Your task
Among the entries below, tally each line containing "Cedar"; respond with the total only.

BEGIN Data under study

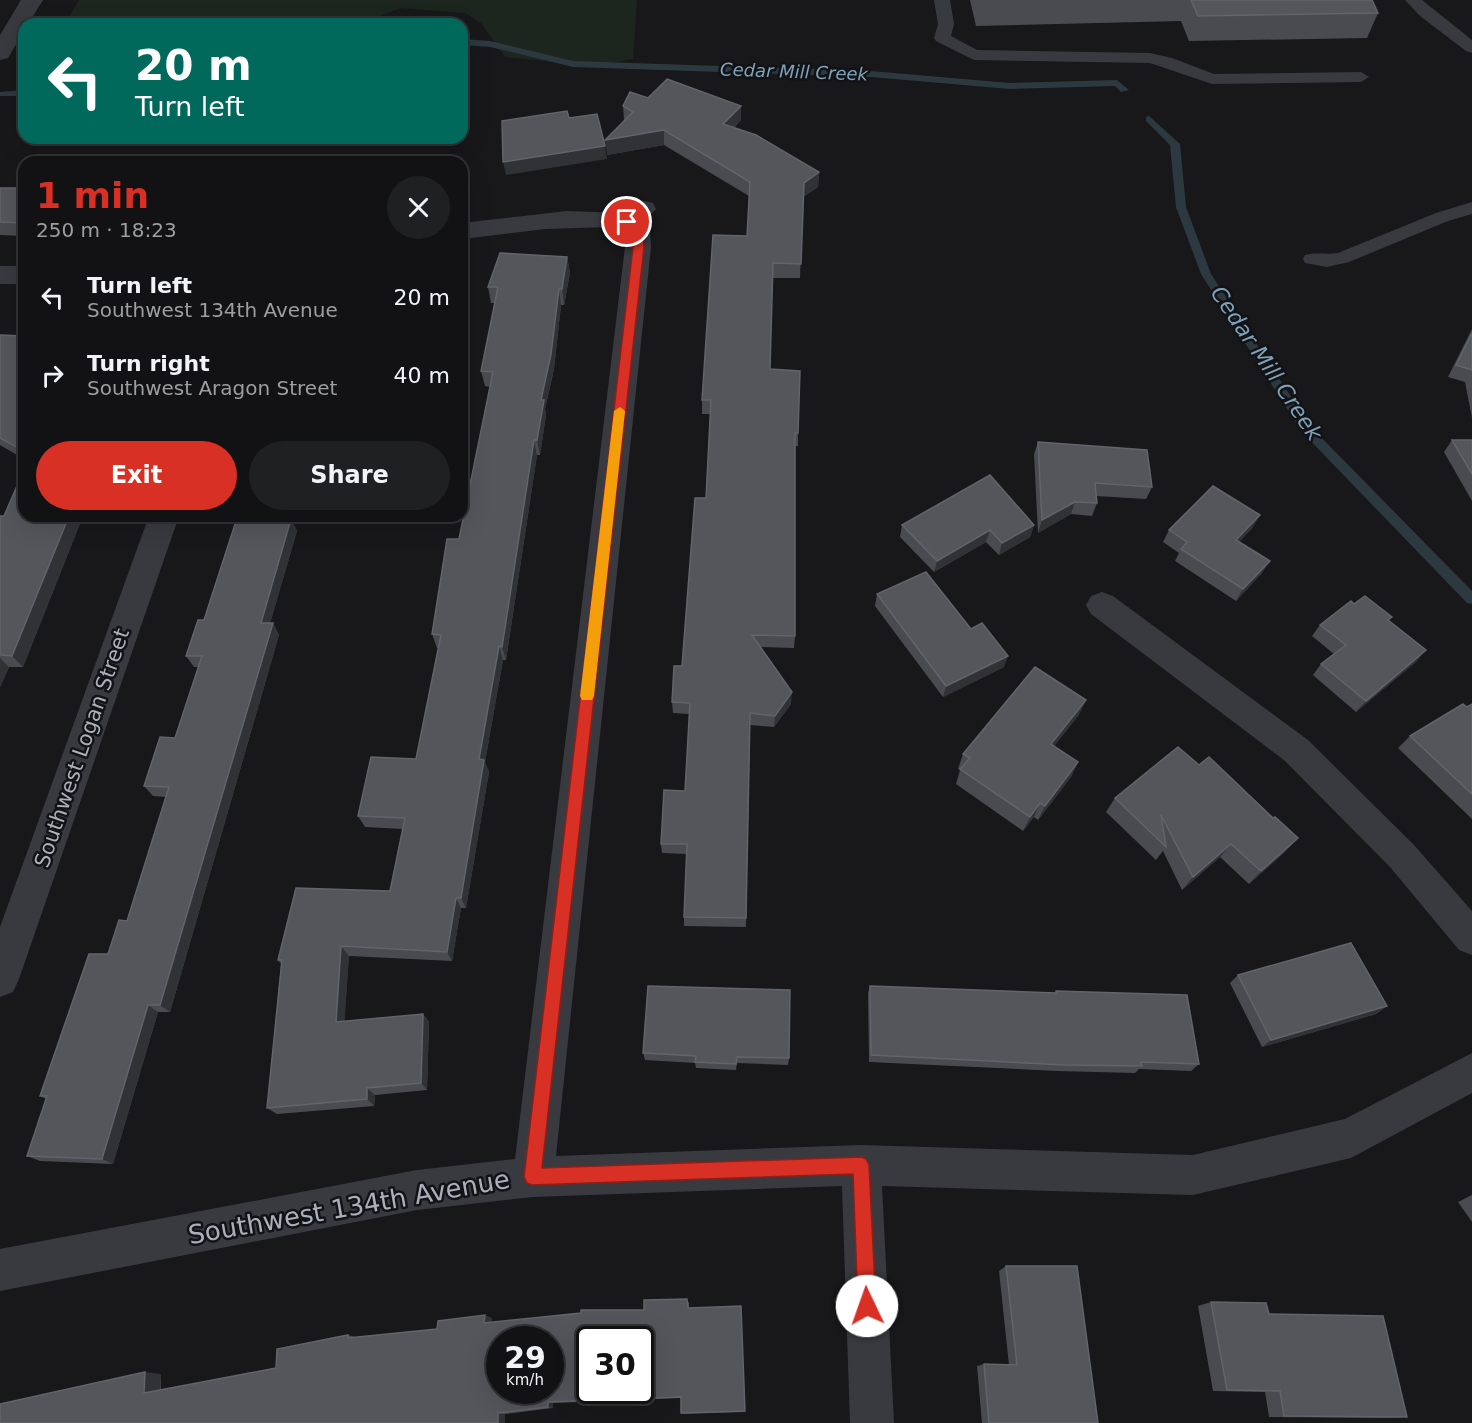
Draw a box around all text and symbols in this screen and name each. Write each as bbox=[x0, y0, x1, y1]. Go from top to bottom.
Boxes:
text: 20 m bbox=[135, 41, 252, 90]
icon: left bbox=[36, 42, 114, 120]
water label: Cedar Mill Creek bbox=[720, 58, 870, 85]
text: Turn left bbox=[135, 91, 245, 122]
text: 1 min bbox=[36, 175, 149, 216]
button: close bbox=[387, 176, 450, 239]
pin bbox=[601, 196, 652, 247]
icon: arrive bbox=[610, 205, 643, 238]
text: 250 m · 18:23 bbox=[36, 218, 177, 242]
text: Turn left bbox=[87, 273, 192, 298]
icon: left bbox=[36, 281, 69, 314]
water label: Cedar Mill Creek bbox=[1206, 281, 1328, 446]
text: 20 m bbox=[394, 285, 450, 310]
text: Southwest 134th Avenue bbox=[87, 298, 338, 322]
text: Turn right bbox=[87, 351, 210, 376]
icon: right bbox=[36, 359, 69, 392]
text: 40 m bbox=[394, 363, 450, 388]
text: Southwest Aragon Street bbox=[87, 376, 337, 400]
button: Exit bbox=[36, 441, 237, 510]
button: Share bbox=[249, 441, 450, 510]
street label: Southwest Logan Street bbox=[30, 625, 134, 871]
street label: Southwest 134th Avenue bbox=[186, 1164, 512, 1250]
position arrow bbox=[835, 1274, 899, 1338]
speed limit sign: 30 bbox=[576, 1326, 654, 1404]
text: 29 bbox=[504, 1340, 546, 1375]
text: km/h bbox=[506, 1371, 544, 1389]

END Data under study

Response area
2